Like others, I'm manually symlinking .so files on all of my interactive
hosts and hoping updates don't break it. IMO this is not a valid
workaround.

@ahasenack - I understand this is a roadmap item that would ideally
resolve for multiple packages, but it seems that the Mozilla products
are the worst offenders at the moment. I don't see anyone requesting
anything else in this bug. Would it be possible to at least resolve it
for Firefox and Thunderbird? What would it take to get this looked at
for the next LTS?

For now, Thunderbird needs this too (and works for me on 18.0.3 LTS):

sudo mv /usr/lib/firefox/libnssckbi.so /usr/lib/firefox/libnssckbi.so.bak
sudo ln -s /usr/lib/x86_64-linux-gnu/pkcs11/p11-kit-trust.so 
/usr/lib/firefox/libnssckbi.so
sudo mv /usr/lib/thunderbird/libnssckbi.so 
/usr/lib/thunderbird/libnssckbi.so.bak
sudo ln -s /usr/lib/x86_64-linux-gnu/pkcs11/p11-kit-trust.so 
/usr/lib/thunderbird/libnssckbi.so

-- 
You received this bug notification because you are a member of Ubuntu
Touch seeded packages, which is subscribed to ca-certificates in Ubuntu.
https://bugs.launchpad.net/bugs/1647285

Title:
  SSL trust not system-wide

Status in ca-certificates package in Ubuntu:
  Confirmed
Status in nss package in Ubuntu:
  Confirmed
Status in p11-kit package in Ubuntu:
  Confirmed
Status in thunderbird package in Ubuntu:
  Confirmed

Bug description:
  When I install a corporate CA trust root with update-ca-certificates,
  it doesn't seem to work everywhere. Various things like Firefox,
  Evolution, Chrome, etc. all fail to trust the newly-installed trusted
  CA.

  This ought to work, and does on other distributions. In p11-kit there
  is a module p11-kit-trust.so which can be used as a drop-in
  replacement for NSS's own libnssckbi.so trust root module, but which
  reads from the system's configured trust setup instead of the hard-
  coded version.

  This allows us to install the corporate CAs just once, and then file a
  bug against any package that *doesn't* then trust them.

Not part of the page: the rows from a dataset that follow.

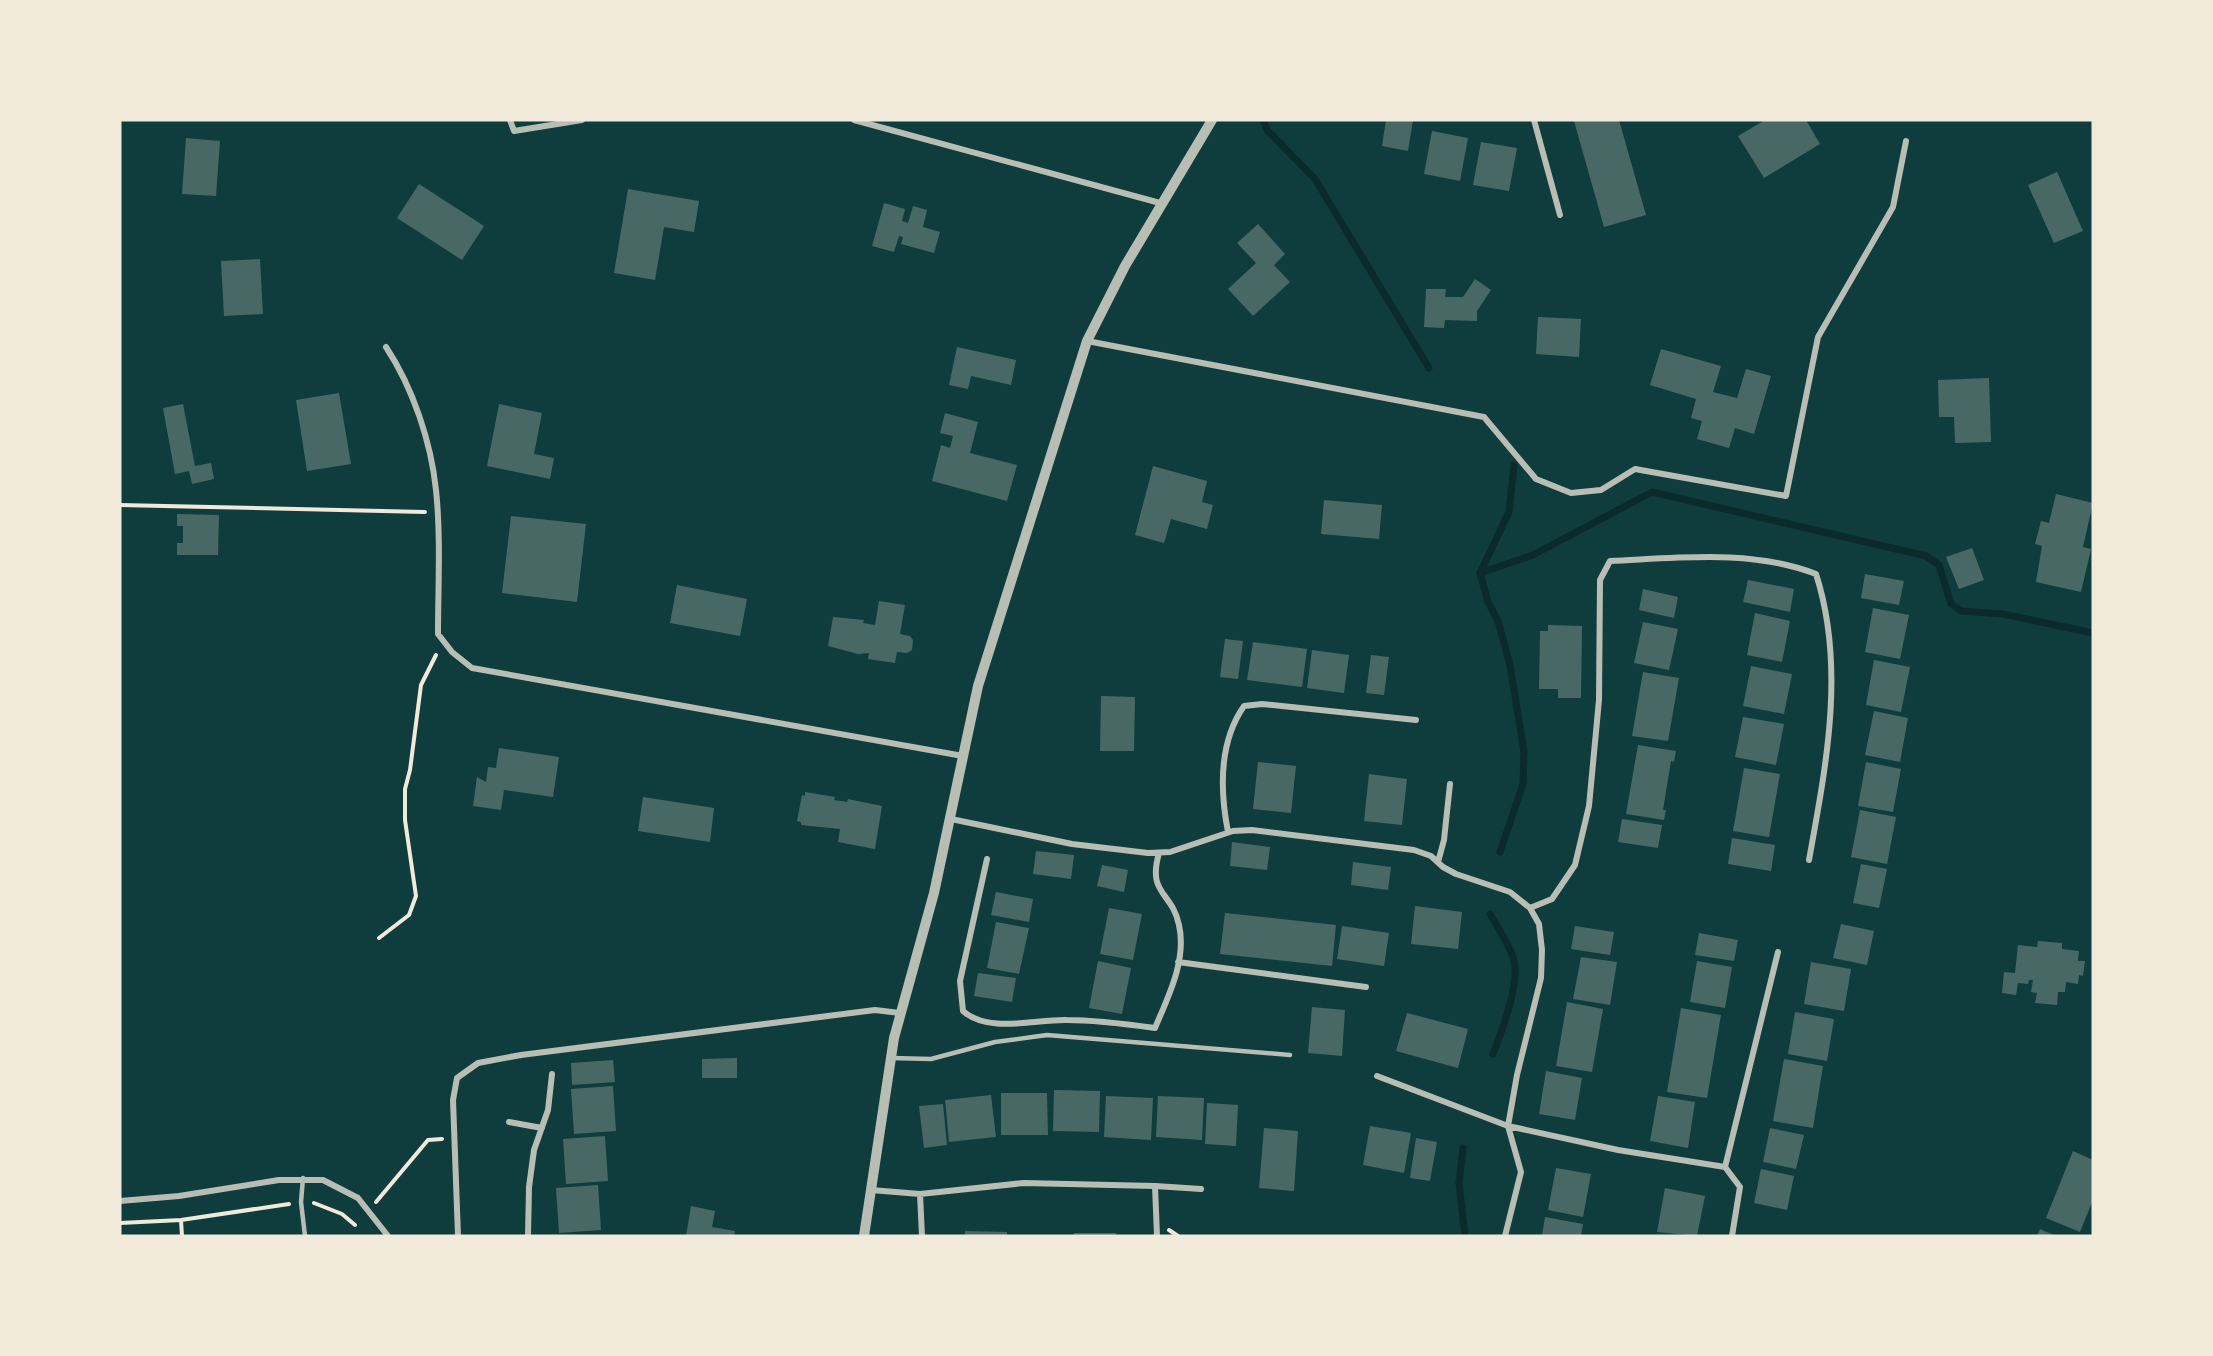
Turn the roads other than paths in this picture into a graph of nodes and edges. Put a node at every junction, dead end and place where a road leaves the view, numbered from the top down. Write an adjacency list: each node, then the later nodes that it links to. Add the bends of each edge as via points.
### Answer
1 (510, 120): 2 (street, via 514,131)
2 (582, 120)
3 (854, 120): 7 (street)
4 (1212, 120): 7 (street)
5 (1534, 120): 8 (street)
6 (1906, 141): 9 (street, via 1893,207 1818,337 1786,496 1635,469 1601,490 1571,493 1536,479 1484,417)
7 (1160, 203): 9 (street)
8 (1560, 215)
9 (1087, 341): 12 (street, via 978,686)
10 (386, 348): 12 (street, via 399,368 421,421 436,490 438,634 472,668)
11 (1416, 720): 15 (street, via 1262,704 1244,706 1233,721 1225,754 1222,802)
12 (963, 756): 14 (street)
13 (1450, 784): 19 (street)
14 (951, 819): 16 (street, via 1072,844); 24 (street)
15 (1228, 832): 16 (street); 19 (street, via 1252,830 1414,850)
16 (1159, 853): 22 (street, via 1154,871 1179,926)
17 (987, 859): 22 (street, via 960,981 963,1011 971,1018 998,1023 1067,1020 1155,1028)
18 (1809, 860): 20 (street, via 1826,761 1832,660 1824,598 1816,574 1788,563 1740,558 1610,561 1600,580 1599,700 1589,806 1575,865 1552,899)
19 (1438, 862): 20 (street, via 1456,874 1510,892)
20 (1530, 908): 30 (street, via 1539,924 1541,978)
21 (1778, 952): 32 (street)
22 (1178, 962): 23 (street)
23 (1366, 987)
24 (900, 1014): 26 (street); 41 (street, via 875,1010 478,1063 458,1078 453,1100)
25 (1290, 1055): 26 (lane, via 1047,1035 995,1042 931,1059)
26 (891, 1058): 36 (street)
27 (552, 1074): 31 (street)
28 (1377, 1076): 30 (street)
29 (509, 1122): 31 (street)
30 (1508, 1126): 32 (street, via 1618,1150); 46 (street, via 1521,1172)
31 (542, 1128): 42 (street, via 530,1178)
32 (1725, 1167): 47 (street, via 1740,1187)
33 (303, 1178): 38 (street); 39 (lane); 40 (street, via 323,1180 358,1198)
34 (1155, 1186): 35 (street); 37 (street, via 1024,1183); 45 (street)
35 (1201, 1189)
36 (871, 1190): 37 (street); 43 (street)
37 (920, 1194): 44 (street)
38 (120, 1201)
39 (305, 1236)
40 (388, 1236)
41 (458, 1236)
42 (528, 1236)
43 (864, 1236)
44 (922, 1236)
45 (1156, 1236)
46 (1505, 1236)
47 (1732, 1236)

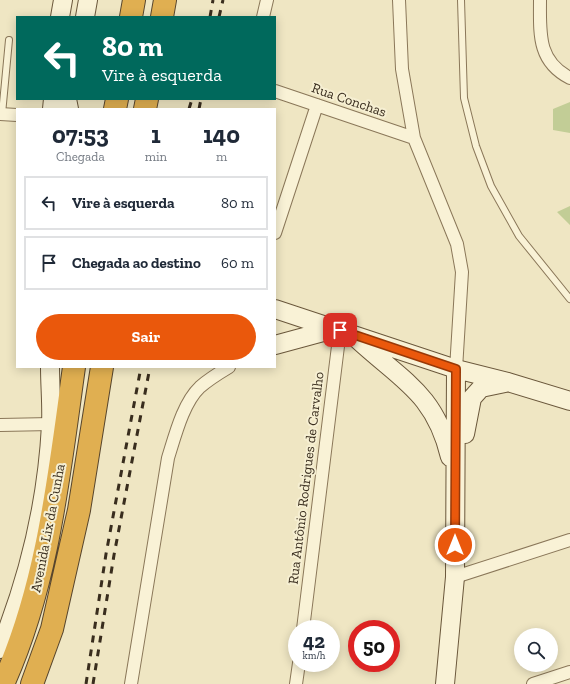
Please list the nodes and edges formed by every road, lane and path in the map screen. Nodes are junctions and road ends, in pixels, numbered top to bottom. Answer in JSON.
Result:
{"nodes":[{"id":1,"x":63,"y":0,"type":"edge"},
{"id":2,"x":88,"y":0,"type":"edge"},
{"id":3,"x":134,"y":0,"type":"edge"},
{"id":4,"x":165,"y":0,"type":"edge"},
{"id":5,"x":267,"y":0,"type":"edge"},
{"id":6,"x":399,"y":0,"type":"edge"},
{"id":7,"x":461,"y":0,"type":"edge"},
{"id":8,"x":540,"y":0,"type":"edge"},
{"id":9,"x":60,"y":16,"type":"edge"},
{"id":10,"x":86,"y":16,"type":"edge"},
{"id":11,"x":131,"y":16,"type":"edge"},
{"id":12,"x":162,"y":16,"type":"edge"},
{"id":13,"x":263,"y":16,"type":"edge"},
{"id":14,"x":8,"y":40,"type":"dead end"},
{"id":15,"x":570,"y":78,"type":"edge"},
{"id":16,"x":276,"y":91,"type":"edge"},
{"id":17,"x":317,"y":105,"type":"junction"},
{"id":18,"x":1,"y":114,"type":"edge"},
{"id":19,"x":16,"y":115,"type":"edge"},
{"id":20,"x":414,"y":138,"type":"junction"},
{"id":21,"x":276,"y":231,"type":"edge"},
{"id":22,"x":570,"y":299,"type":"edge"},
{"id":23,"x":276,"y":310,"type":"edge"},
{"id":24,"x":342,"y":331,"type":"junction"},
{"id":25,"x":276,"y":345,"type":"edge"},
{"id":26,"x":50,"y":368,"type":"edge"},
{"id":27,"x":74,"y":368,"type":"edge"},
{"id":28,"x":102,"y":368,"type":"edge"},
{"id":29,"x":227,"y":368,"type":"edge"},
{"id":30,"x":456,"y":369,"type":"junction"},
{"id":31,"x":508,"y":382,"type":"junction"},
{"id":32,"x":570,"y":401,"type":"edge"},
{"id":33,"x":51,"y":424,"type":"junction"},
{"id":34,"x":0,"y":425,"type":"edge"},
{"id":35,"x":455,"y":482,"type":"junction"},
{"id":36,"x":45,"y":491,"type":"junction"},
{"id":37,"x":570,"y":540,"type":"edge"},
{"id":38,"x":45,"y":553,"type":"junction"},
{"id":39,"x":455,"y":577,"type":"junction"},
{"id":40,"x":38,"y":583,"type":"junction"},
{"id":41,"x":304,"y":620,"type":"edge"},
{"id":42,"x":0,"y":649,"type":"edge"},
{"id":43,"x":0,"y":660,"type":"edge"},
{"id":44,"x":298,"y":672,"type":"edge"},
{"id":45,"x":570,"y":672,"type":"edge"},
{"id":46,"x":3,"y":684,"type":"edge"},
{"id":47,"x":32,"y":684,"type":"edge"},
{"id":48,"x":131,"y":684,"type":"edge"},
{"id":49,"x":296,"y":684,"type":"edge"},
{"id":50,"x":445,"y":684,"type":"edge"},
{"id":51,"x":533,"y":684,"type":"edge"}],
"edges":[{"from":1,"to":9,"type":"main road"},
{"from":2,"to":10,"type":"main road"},
{"from":3,"to":11,"type":"highway"},
{"from":4,"to":12,"type":"highway"},
{"from":5,"to":13,"type":"street"},
{"from":6,"to":20,"type":"street"},
{"from":7,"to":22,"type":"lane"},
{"from":8,"to":15,"type":"street"},
{"from":14,"to":18,"type":"lane"},
{"from":16,"to":17,"type":"street","name":"Rua Conchas"},
{"from":17,"to":20,"type":"street","name":"Rua Conchas"},
{"from":17,"to":21,"type":"street"},
{"from":18,"to":19,"type":"street"},
{"from":20,"to":30,"type":"street"},
{"from":23,"to":24,"type":"main road"},
{"from":24,"to":25,"type":"main road"},
{"from":24,"to":30,"type":"main road"},
{"from":24,"to":35,"type":"main road"},
{"from":24,"to":41,"type":"street","name":"Rua Antônio Rodrigues de Carvalho"},
{"from":26,"to":33,"type":"main road"},
{"from":27,"to":38,"type":"highway","name":"Avenida Lix da Cunha"},
{"from":28,"to":47,"type":"highway","name":"Avenida Lix da Cunha"},
{"from":29,"to":48,"type":"street"},
{"from":30,"to":31,"type":"main road"},
{"from":30,"to":35,"type":"main road"},
{"from":31,"to":32,"type":"main road"},
{"from":31,"to":35,"type":"main road"},
{"from":33,"to":34,"type":"street"},
{"from":33,"to":36,"type":"main road"},
{"from":35,"to":39,"type":"main road"},
{"from":36,"to":38,"type":"highway"},
{"from":36,"to":42,"type":"main road"},
{"from":37,"to":39,"type":"street"},
{"from":38,"to":40,"type":"highway","name":"Avenida Lix da Cunha"},
{"from":39,"to":50,"type":"main road"},
{"from":40,"to":43,"type":"highway"},
{"from":40,"to":46,"type":"highway","name":"Avenida Lix da Cunha"},
{"from":44,"to":49,"type":"street"},
{"from":45,"to":51,"type":"street"}]}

  See https://fedoraproject.org/wiki/Features/SharedSystemCertificates
  for some of the historical details from when this feature was first
  implemented, but this is all now supported upstream and not at all
  distribution-specific. There shouldn't be any significant work
  required; it's mostly just a case of configuring and building it to
  make use of this functionality. (With 'alternatives' to let you
  substitute p11-kit-trust.so for the original NSS libnssckbi.so, etc.)